There’s also no sign yet of Exchange moving to SQL Server rather than its own Blue JET Extensible Storage Engine. Confused about Red JET, Blue JET and Exchange? Roger Jennings wrote an extensive discussion of the matter.

And what of the VSS plug-in that enables Exchange-aware backup without purchasing a 3rd party solution? Promised in June 2008, still not delivered. I will be interested to see if it arrives with Exchange 2010, expected towards the end of this year. It’s no longer an issue for me personally; I’m using the old NTBackup copied from 64-bit Windows Server 2003 and it seems to work fine for this purpose. The reason Microsoft does not care about this is that most users are either enterprises, which are meant to use Data Protection Manager, or small businesses with Small Business Server, that has its own backup solution. That does not excuse broken promises.

Microsoft’s hefty Outlook 2007 patch – a performance fix at last?

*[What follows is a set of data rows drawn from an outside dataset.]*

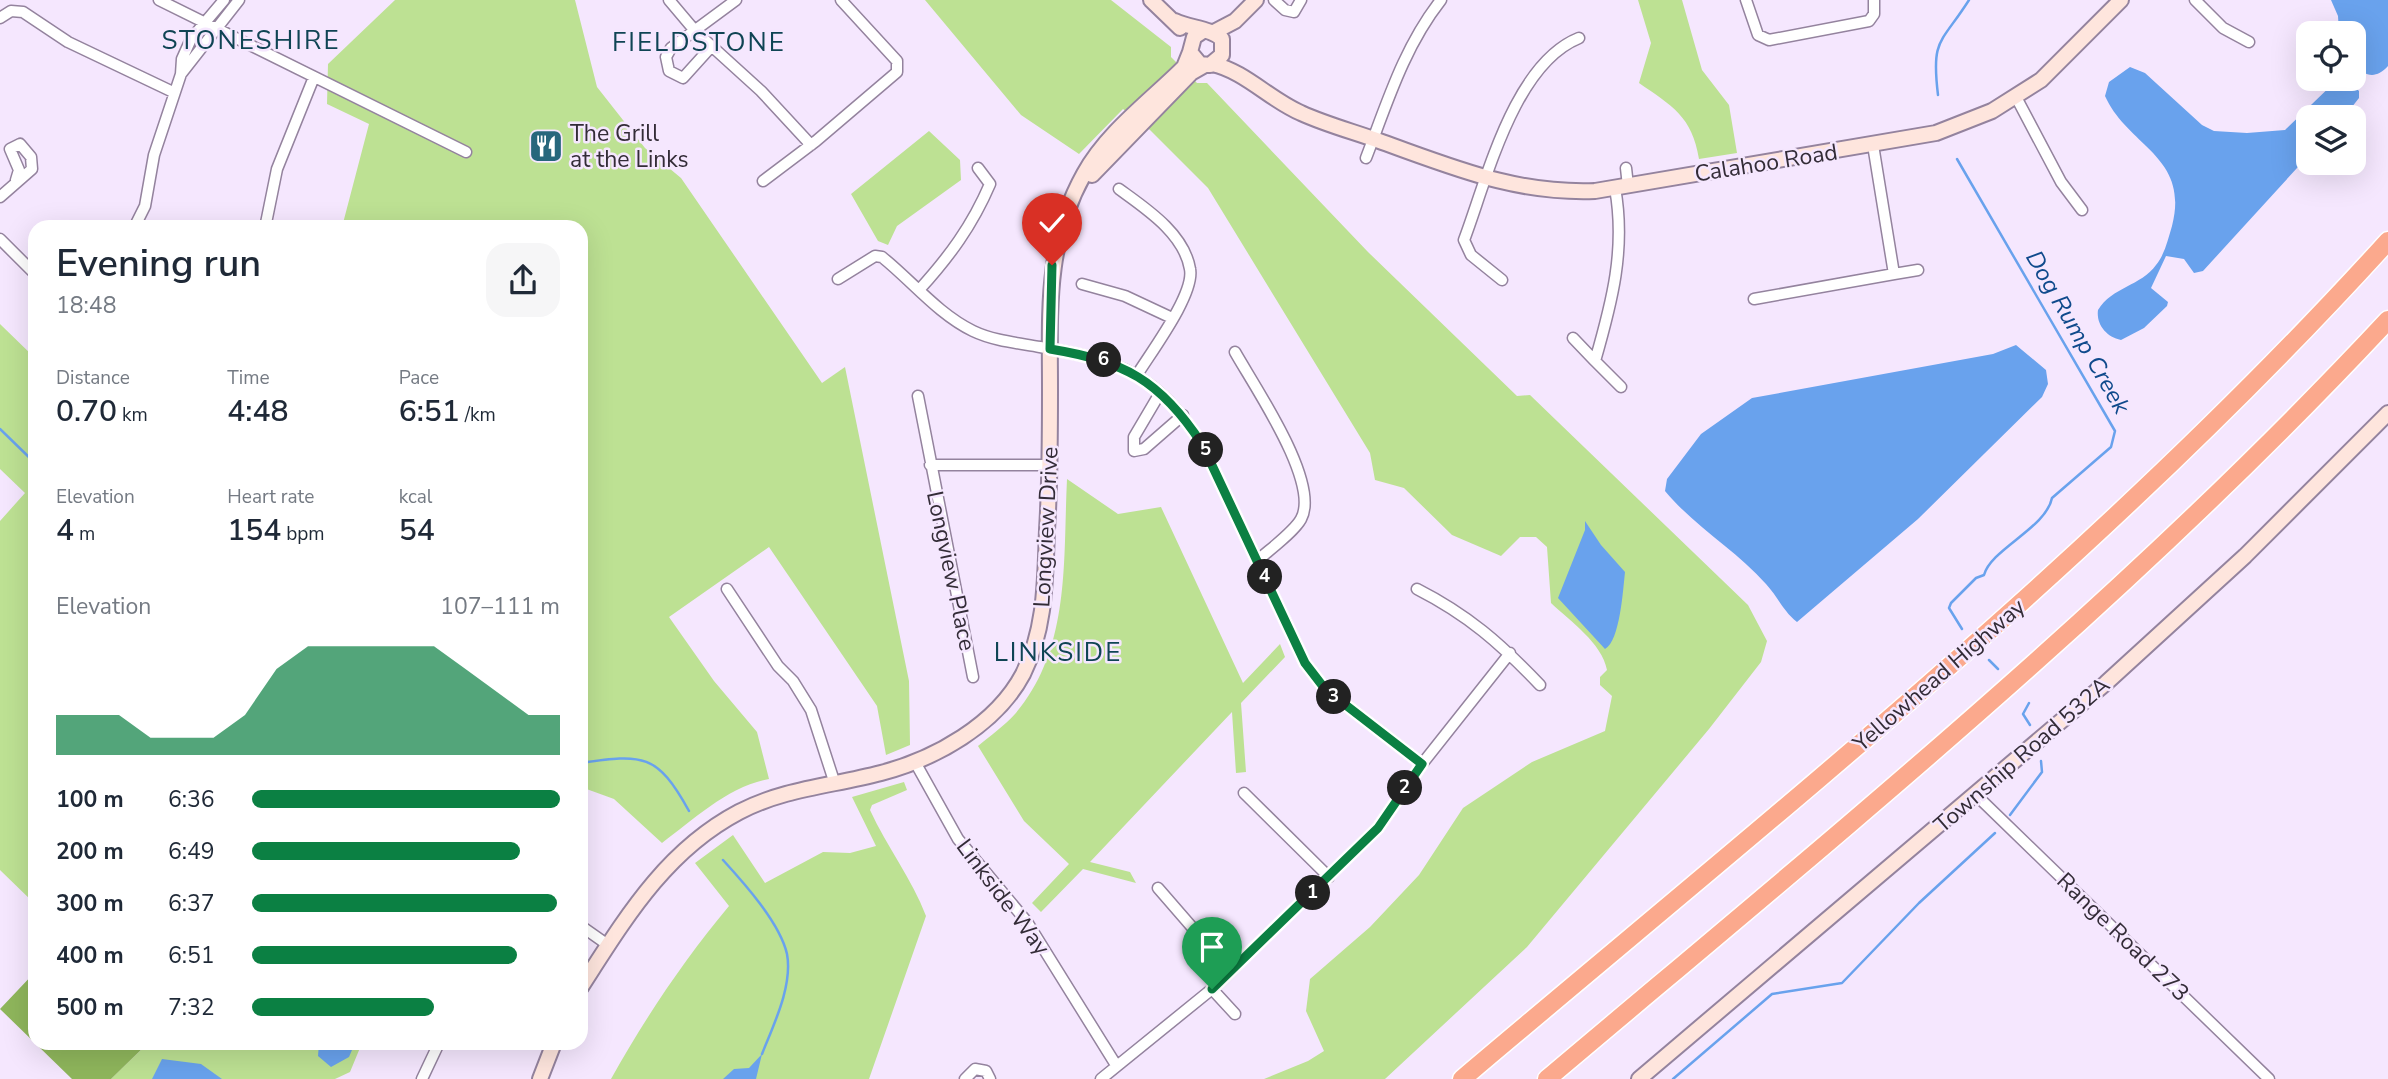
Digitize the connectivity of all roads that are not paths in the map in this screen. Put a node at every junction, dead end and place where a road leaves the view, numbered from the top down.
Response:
1 (159, 0) edge
2 (224, 0) edge
3 (239, 0) edge
4 (669, 0) edge
5 (736, 0) edge
6 (841, 0) edge
7 (1151, 0) edge
8 (1256, 0) edge
9 (1273, 0) edge
10 (1301, 0) edge
11 (1441, 0) edge
12 (1746, 0) edge
13 (1874, 0) edge
14 (2120, 0) edge
15 (2195, 0) edge
16 (0, 18) edge
17 (1175, 21) junction
18 (1235, 21) junction
19 (206, 23) junction
20 (218, 28) junction
21 (696, 32) junction
22 (1208, 32) junction
23 (1579, 38) dead end
24 (2249, 42) dead end
25 (711, 47) junction
26 (1224, 47) junction
27 (1190, 49) junction
28 (1209, 64) junction
29 (1234, 71) junction
30 (181, 75) junction
31 (314, 77) junction
32 (173, 92) junction
33 (2016, 97) junction
34 (1374, 139) junction
35 (811, 145) junction
36 (1873, 145) junction
37 (466, 152) dead end
38 (1366, 159) dead end
39 (978, 168) dead end
40 (1626, 168) dead end
41 (1487, 179) junction
42 (16, 180) dead end
43 (763, 181) dead end
44 (1622, 187) junction
45 (1119, 189) dead end
46 (1074, 194) junction
47 (0, 197) edge
48 (2082, 210) dead end
49 (138, 220) edge
50 (267, 220) edge
51 (0, 239) edge
52 (2388, 241) edge
53 (28, 267) edge
54 (1919, 270) dead end
55 (1894, 274) junction
56 (838, 279) dead end
57 (1502, 281) dead end
58 (1082, 284) dead end
59 (919, 290) junction
60 (1754, 299) dead end
61 (1172, 318) junction
62 (2388, 320) edge
63 (1573, 338) dead end
64 (1050, 349) junction
65 (1235, 352) dead end
66 (1595, 361) junction
67 (1137, 375) junction
68 (1621, 387) dead end
69 (1160, 393) junction
70 (918, 396) dead end
71 (2388, 413) edge
72 (1183, 415) junction
73 (930, 465) junction
74 (1051, 465) junction
75 (1258, 560) junction
76 (727, 589) dead end
77 (1417, 589) dead end
78 (1510, 653) junction
79 (973, 677) dead end
80 (1540, 685) dead end
81 (915, 762) junction
82 (1422, 764) junction
83 (834, 782) junction
84 (1244, 793) dead end
85 (1976, 796) junction
86 (1329, 877) junction
87 (1158, 888) dead end
88 (588, 931) edge
89 (608, 945) junction
90 (1230, 971) junction
91 (588, 976) edge
92 (1212, 989) junction
93 (1235, 1014) dead end
94 (436, 1050) edge
95 (548, 1050) edge
96 (1116, 1065) junction
97 (422, 1079) edge
98 (540, 1079) edge
99 (965, 1079) edge
100 (990, 1079) edge
101 (1101, 1079) edge
102 (1462, 1079) edge
103 (1547, 1079) edge
104 (1639, 1079) edge
105 (2269, 1079) edge

1 - 19 street
2 - 19 street
3 - 20 street
4 - 21 street
5 - 21 street
6 - 35 street
7 - 17 street
8 - 18 street
9 - 10 street
11 - 34 street
12 - 13 street
14 - 33 street, Calahoo Road
15 - 24 street
16 - 32 street
17 - 22 street
17 - 27 street
18 - 22 street
18 - 26 street
19 - 20 street
19 - 30 street
20 - 30 street
20 - 31 street
21 - 25 street
21 - 25 street
22 - 26 street
22 - 27 street
23 - 41 street
25 - 35 street
26 - 28 street
26 - 29 street
27 - 28 street
27 - 46 street, Longview Drive
28 - 29 street, Calahoo Road
28 - 46 street, Longview Drive
29 - 34 street, Calahoo Road
30 - 32 street
31 - 37 street
31 - 50 street
32 - 49 street
33 - 36 street, Calahoo Road
33 - 48 street
34 - 38 street
34 - 41 street, Calahoo Road
35 - 43 street
36 - 44 street, Calahoo Road
36 - 55 street
39 - 59 street
40 - 44 street
41 - 44 street, Calahoo Road
41 - 57 street
42 - 47 street
44 - 66 street
45 - 61 street
46 - 64 street, Longview Drive
51 - 53 street
52 - 102 highway, Yellowhead Highway
54 - 55 street
55 - 60 street
56 - 59 street
58 - 61 street
59 - 64 street
61 - 67 street
62 - 103 highway
63 - 66 street
64 - 67 street
64 - 74 street, Longview Drive
65 - 75 street
66 - 68 street
67 - 69 street
69 - 72 street
69 - 72 street
70 - 73 street, Longview Place
71 - 85 street, Township Road 532A
72 - 75 street
73 - 74 street, Longview Place
73 - 79 street, Longview Place
74 - 81 street, Longview Drive
75 - 82 street
76 - 83 street
77 - 78 street
78 - 80 street
78 - 82 street
81 - 83 street, Longview Drive
81 - 96 street, Linkside Way
82 - 86 street
83 - 89 street, Longview Drive
84 - 86 street
85 - 104 street, Township Road 532A
85 - 105 street, Range Road 273
86 - 90 street
87 - 90 street
88 - 89 street
89 - 91 street, Longview Drive
90 - 92 street
92 - 93 street
92 - 96 street
94 - 97 street
95 - 98 street
96 - 101 street
99 - 100 street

I’ve just come across Microsoft’s February 2009 cumulative update for Outlook 2007, thanks to a comment on this blog. This is apparently a pre-release of what is coming in Office 2007 SP2, promised for release between February and April 2009 – yes, that’s round about now.

As for Outlook, if you are keen to get the fixes immediately there are three documents to read. This one describes the update, and you should settle down for a long read. The bit people will likely care about most is this:

Performance and responsiveness are key concerns for all our customers. That is why we made the large performance tuning and optimization changes that are included in Office suite Service Pack 2 (SP2).
Outlook 2007 SP2 delivers performance improvements in four major areas:

  • General Responsiveness
    SP2 reduces I/O disk usage and UI response time.
  • Startup
    SP2 removes long operations from initial startup.
  • Shutdown
    SP2 makes Outlook exit predictably despite pending activities.
  • Folder/View Switch
    SP2 improves view rendering and folder switching.

In other words, the patch promises to fix that annoying “The data file … was not closed properly.” message as well as speeding performance.

In case you are not aware of how much these problems have troubled users, look no further than this blog. This post on Outlook slowness, from November 2006 gets thousands of views every month and has 190 comments; this follow-up from February 2007 is equally popular and has 144 comments. 

So how do you get the patch today? It is an unsupported hotfix, which means you have to request an email link from one of two pages. Here I must admit to being confused. I’ve carefully read the paragraph on update information and it still makes no sense to me. It says that to download the update you need this hotfix (961752); but adds that:

For full Outlook functionality, you can install the Cumulative Update package that is associated with the following Microsoft Knowledge Base article: 967688

You might think then that the first hotfix is included in the second; but curiously the second supposedly cumulative update is much smaller than the first. Both hotfixes are dated February 24th 2009. I took a cautious approach and applied them both, in KB order, and it seemed to work. Alternatively, wait for the complete SP2.

When you run Outlook after applying the patch you get this dialog:

Apparently this is the reason:

Immediately after you install the SP2 update, the first startup of Outlook will not be fast because Outlook must update internal PST data structures that are used in our optimizations. This is a one-time cost, however, and it affects just the initial startup. As soon as the data structures are updated, Outlook can then benefit from the improvements.

Is Outlook 2007 really fixed? We’ll see; but I’m hopeful there will be real improvement. Reading the knowledgebase article, it sounds like Microsoft took the problem seriously. There are hundreds of other bug fixes too, though I guess some of these have been fixed for a while – this is a cumulative update after all.

Vista’s well-documented problems at launch combined with the desperately slow Outlook 2007 was a one-two punch that must have cost Microsoft millions of dollars, and early adopters suffered significantly in terms of lost productivity. Vista is not so bad now; if Outlook is fixed too then all that remains is to hope that Microsoft never again shows such low regard for its customers.